►
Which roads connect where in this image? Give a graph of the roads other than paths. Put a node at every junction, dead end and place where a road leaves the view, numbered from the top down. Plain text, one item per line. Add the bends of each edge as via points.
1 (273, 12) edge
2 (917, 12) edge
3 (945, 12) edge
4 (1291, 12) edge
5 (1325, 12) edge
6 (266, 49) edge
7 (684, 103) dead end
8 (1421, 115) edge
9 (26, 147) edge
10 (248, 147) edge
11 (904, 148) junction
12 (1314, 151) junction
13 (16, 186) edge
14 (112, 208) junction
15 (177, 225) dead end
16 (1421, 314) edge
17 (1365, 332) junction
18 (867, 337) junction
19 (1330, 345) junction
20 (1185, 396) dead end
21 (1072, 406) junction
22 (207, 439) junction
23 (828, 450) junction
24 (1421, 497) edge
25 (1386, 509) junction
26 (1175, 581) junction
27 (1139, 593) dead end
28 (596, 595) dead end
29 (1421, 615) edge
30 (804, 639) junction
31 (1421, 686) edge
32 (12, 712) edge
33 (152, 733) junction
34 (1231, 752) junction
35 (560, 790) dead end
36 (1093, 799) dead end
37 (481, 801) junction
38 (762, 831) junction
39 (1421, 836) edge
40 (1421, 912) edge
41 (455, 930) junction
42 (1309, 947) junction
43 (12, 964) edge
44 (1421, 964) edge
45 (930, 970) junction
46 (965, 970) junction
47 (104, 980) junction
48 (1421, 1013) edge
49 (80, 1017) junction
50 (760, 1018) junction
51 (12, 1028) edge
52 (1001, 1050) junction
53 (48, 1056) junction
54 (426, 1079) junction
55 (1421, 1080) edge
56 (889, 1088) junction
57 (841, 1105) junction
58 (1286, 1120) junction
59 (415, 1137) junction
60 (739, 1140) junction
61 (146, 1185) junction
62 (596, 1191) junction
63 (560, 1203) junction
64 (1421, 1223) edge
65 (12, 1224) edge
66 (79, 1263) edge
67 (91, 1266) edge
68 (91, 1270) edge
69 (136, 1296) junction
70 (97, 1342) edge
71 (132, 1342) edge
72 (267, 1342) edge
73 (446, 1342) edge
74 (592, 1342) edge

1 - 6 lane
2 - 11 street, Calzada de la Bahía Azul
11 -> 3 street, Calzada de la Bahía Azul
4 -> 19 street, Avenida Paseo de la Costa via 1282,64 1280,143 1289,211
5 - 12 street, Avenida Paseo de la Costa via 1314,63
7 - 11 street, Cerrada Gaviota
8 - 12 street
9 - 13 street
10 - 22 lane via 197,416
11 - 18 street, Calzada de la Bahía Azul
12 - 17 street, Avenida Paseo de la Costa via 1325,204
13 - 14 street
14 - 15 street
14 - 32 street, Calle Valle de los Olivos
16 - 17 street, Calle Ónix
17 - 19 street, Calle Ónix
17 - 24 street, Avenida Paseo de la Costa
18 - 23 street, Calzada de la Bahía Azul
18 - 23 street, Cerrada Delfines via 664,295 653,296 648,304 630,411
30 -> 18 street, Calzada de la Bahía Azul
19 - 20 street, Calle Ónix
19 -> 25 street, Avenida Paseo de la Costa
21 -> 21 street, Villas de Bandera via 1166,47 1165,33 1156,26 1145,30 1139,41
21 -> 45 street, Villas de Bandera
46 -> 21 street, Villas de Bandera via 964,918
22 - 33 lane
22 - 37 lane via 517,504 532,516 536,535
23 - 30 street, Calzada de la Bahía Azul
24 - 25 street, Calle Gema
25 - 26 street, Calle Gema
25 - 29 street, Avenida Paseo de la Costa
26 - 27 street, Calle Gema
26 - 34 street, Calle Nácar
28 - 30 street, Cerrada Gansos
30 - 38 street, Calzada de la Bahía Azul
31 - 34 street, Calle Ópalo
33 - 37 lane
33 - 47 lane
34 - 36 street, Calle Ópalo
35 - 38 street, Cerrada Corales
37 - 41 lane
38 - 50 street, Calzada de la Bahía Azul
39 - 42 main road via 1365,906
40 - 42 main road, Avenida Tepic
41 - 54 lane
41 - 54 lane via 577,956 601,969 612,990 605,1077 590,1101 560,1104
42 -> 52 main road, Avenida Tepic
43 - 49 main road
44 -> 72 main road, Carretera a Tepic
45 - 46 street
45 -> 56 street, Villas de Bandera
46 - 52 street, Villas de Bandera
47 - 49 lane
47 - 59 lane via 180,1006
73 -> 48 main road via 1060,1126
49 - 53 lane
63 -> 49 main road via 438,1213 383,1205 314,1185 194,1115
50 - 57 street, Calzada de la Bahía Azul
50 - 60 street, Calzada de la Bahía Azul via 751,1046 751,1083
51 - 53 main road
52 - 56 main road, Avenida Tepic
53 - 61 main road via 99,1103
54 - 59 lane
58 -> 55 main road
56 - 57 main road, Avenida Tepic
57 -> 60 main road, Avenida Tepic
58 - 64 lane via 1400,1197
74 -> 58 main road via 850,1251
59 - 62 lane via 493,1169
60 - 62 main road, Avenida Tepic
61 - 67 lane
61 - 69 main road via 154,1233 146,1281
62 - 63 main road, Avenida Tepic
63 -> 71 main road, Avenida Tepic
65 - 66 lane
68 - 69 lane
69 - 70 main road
◄
**What the exercise asks**
Could you report all lines of the listing that hold "Tepic"?

**Finished exercise**
40 - 42 main road, Avenida Tepic
42 -> 52 main road, Avenida Tepic
44 -> 72 main road, Carretera a Tepic
52 - 56 main road, Avenida Tepic
56 - 57 main road, Avenida Tepic
57 -> 60 main road, Avenida Tepic
60 - 62 main road, Avenida Tepic
62 - 63 main road, Avenida Tepic
63 -> 71 main road, Avenida Tepic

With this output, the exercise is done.